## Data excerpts
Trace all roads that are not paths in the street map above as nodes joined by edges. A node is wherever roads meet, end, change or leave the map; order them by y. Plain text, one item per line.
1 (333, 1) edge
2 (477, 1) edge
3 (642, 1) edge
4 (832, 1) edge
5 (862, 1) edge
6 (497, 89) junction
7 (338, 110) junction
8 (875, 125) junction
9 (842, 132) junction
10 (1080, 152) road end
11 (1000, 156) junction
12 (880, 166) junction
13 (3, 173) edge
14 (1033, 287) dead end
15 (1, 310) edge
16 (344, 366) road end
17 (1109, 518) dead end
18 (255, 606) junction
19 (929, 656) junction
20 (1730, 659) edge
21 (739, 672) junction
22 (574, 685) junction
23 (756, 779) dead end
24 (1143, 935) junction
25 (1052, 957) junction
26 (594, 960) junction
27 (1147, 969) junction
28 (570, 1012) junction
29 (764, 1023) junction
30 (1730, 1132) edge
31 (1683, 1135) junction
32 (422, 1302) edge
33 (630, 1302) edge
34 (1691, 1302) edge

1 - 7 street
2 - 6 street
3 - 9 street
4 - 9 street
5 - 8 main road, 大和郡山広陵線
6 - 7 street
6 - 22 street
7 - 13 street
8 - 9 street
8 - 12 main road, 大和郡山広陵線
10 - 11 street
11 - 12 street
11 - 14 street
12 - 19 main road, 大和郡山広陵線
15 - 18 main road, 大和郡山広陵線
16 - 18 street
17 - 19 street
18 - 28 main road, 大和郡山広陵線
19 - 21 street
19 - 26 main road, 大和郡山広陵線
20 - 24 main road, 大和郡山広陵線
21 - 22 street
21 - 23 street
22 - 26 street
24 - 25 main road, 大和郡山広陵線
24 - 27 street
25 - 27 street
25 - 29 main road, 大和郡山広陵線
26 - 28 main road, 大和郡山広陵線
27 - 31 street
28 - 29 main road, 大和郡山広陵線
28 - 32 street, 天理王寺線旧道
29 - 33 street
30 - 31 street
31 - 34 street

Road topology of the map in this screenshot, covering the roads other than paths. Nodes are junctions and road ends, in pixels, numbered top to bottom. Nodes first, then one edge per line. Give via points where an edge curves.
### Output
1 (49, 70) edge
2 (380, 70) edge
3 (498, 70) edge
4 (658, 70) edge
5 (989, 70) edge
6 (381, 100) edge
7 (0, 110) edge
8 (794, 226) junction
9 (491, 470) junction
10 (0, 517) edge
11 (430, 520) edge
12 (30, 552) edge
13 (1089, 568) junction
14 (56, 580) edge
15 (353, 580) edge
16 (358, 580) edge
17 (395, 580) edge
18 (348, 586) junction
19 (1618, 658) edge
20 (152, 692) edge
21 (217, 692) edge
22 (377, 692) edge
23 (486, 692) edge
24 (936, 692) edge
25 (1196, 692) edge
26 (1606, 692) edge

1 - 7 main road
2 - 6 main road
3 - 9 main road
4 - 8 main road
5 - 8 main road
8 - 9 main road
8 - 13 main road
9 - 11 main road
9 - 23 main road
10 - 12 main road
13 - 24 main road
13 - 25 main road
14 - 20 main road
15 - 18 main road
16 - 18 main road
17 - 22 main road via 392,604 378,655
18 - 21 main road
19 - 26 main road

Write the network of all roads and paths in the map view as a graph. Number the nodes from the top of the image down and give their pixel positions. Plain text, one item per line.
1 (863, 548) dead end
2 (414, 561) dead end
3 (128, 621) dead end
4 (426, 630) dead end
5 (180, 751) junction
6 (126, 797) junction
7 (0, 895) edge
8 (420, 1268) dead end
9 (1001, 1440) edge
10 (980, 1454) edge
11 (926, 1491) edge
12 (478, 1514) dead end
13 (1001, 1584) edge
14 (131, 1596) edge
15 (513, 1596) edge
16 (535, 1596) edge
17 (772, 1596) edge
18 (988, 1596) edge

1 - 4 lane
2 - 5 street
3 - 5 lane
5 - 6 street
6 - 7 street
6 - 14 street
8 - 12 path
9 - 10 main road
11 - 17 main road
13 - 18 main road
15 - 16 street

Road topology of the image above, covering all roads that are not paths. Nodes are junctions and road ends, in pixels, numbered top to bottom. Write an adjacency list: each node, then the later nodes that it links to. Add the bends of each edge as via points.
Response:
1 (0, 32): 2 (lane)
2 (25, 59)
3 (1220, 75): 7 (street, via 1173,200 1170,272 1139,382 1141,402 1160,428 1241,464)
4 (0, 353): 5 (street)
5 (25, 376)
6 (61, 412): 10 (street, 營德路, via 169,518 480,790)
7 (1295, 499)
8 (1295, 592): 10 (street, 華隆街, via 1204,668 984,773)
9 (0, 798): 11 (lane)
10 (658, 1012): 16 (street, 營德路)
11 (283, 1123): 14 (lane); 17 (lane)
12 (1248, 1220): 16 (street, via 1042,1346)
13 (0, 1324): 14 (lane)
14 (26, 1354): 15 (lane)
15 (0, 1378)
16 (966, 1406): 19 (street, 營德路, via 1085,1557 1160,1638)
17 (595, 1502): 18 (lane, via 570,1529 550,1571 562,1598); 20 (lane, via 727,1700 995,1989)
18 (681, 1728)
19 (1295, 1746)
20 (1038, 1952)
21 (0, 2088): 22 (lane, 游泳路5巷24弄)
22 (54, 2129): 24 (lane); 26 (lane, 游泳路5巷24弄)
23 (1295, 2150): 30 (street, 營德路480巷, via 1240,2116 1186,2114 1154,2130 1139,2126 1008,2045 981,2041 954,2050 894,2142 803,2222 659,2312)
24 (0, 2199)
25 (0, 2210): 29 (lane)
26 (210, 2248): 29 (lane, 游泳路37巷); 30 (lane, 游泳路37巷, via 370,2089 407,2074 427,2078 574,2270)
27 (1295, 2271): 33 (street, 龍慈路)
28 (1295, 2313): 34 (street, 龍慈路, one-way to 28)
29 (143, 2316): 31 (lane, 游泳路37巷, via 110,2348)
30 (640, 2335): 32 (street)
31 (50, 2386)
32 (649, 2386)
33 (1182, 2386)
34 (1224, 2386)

## What you should do
Out of the records above, pick each line that contains the string "junctions".

## Solved exercise
Road topology of the map in this screenshot, covering the roads other than paths. Nodes are junctions and road ends, in pixels, numbered top to bottom. Nodes first, then one edge per line. Give via points where an edge curves.
Road topology of the image above, covering all roads that are not paths. Nodes are junctions and road ends, in pixels, numbered top to bottom. Write an adjacency list: each node, then the later nodes that it links to. Add the bends of each edge as via points.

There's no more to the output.